What you need to do is read up on Public-Key Cryptography. The short answer is it is based on an algorithm that allows one key to encrypt and the other key to do the decryption, which is why you cannot work backwards.

That is a simplified explanation of what is happening, if you want to get to the heart of the issue you can look at sources such as the following, but be warned it quickly steps off the cliff into some mathematics that may or may not be easy for you to follow: http://nrich.maths.org/2200

In this public-key encryption (or assymetrical encription), to encrypt something, you do the following:

Take your message to be transmited (as a number) : let's say it's 5.

Calculate 3 ^ 5 (3 raised to the "secret") = 243

Calculate the modulus of it, divided by another number: let's say 143. So, 243 / 143 = 100.

There you go. Your encrypted secret is 100.

To find the secret, without the private key, you just need to find a number that when divided by 143 leaves 100 as result, and then find the cubic radix of it.

• Where does the 143 come from? What's the public key here, and what's the private? This answer leaves a lot to be desired, but it is fixable. – Chris Cudmore Apr 24 '15 at 13:23
• @ChrisCudmore thank you, I'll edit to improve it as you commented – woliveirajr Apr 24 '15 at 16:20
• It looks like '5' is the message. – Chris Cudmore Apr 24 '15 at 17:02

Generally you can't work backwards—in the obvious way—because you don't have enough information.
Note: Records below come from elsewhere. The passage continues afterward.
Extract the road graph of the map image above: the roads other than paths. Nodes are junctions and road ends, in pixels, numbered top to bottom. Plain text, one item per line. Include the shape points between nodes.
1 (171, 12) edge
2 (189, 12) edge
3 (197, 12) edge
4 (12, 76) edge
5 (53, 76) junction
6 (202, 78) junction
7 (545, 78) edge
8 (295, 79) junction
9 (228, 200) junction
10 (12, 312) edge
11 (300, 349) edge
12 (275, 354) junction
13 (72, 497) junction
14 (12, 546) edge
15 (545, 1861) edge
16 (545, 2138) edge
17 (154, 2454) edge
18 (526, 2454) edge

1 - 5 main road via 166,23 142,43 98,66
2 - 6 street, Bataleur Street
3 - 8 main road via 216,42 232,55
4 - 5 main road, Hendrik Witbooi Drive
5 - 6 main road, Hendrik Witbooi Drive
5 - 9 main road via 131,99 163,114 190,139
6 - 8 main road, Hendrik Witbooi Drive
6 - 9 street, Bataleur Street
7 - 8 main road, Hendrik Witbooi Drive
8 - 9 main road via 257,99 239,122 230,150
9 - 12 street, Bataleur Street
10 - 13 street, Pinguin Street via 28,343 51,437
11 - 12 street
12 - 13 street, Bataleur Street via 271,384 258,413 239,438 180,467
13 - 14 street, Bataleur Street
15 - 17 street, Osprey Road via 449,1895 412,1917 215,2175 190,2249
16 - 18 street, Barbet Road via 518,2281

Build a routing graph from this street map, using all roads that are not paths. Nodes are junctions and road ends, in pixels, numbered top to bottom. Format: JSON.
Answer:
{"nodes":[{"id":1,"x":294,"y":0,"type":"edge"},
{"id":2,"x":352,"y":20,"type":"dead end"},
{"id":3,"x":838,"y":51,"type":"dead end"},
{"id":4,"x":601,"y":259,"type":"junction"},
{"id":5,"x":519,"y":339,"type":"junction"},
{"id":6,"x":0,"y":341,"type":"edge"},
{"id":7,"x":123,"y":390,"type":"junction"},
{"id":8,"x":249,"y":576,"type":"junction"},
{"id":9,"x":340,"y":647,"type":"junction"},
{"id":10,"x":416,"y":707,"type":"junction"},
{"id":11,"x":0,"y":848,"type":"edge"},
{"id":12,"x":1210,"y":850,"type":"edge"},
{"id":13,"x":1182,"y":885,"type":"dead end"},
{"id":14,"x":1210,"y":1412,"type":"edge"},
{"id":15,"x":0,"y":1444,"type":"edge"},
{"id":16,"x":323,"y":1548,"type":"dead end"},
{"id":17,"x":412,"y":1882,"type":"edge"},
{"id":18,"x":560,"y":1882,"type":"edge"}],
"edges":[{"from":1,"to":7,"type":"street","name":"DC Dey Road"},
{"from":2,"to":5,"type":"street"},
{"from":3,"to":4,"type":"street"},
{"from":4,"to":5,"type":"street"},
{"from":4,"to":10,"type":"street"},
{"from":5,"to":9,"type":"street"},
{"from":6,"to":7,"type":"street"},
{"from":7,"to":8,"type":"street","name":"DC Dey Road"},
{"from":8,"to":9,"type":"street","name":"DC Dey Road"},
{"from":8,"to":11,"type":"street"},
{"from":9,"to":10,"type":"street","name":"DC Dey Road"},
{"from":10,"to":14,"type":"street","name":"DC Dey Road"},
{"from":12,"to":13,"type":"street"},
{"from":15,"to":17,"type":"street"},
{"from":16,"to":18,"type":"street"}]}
RSA depends on the difficulty of factoring large numbers. You generate your RSA modulus n by multiplying two large primes, p and q. Multiplying p by q is easy. You can also reverse the operation by computing `q = n / p` (or `p = n / q`). What you can't easily do is throw away both p and q, then compute them from n. That's a different problem, not a reversal of some process you've already used.

Similarly, RSA encryption of a message m using encryption key e involves computing `(m ^ e) mod n`. You could theoretically invert `m ^ e` using logs, but without the modulo operation, this number would be too big to work with. In any case, the modulo operation discards part of the number, so again you don't have all the information you would need to work backwards in a trivial way.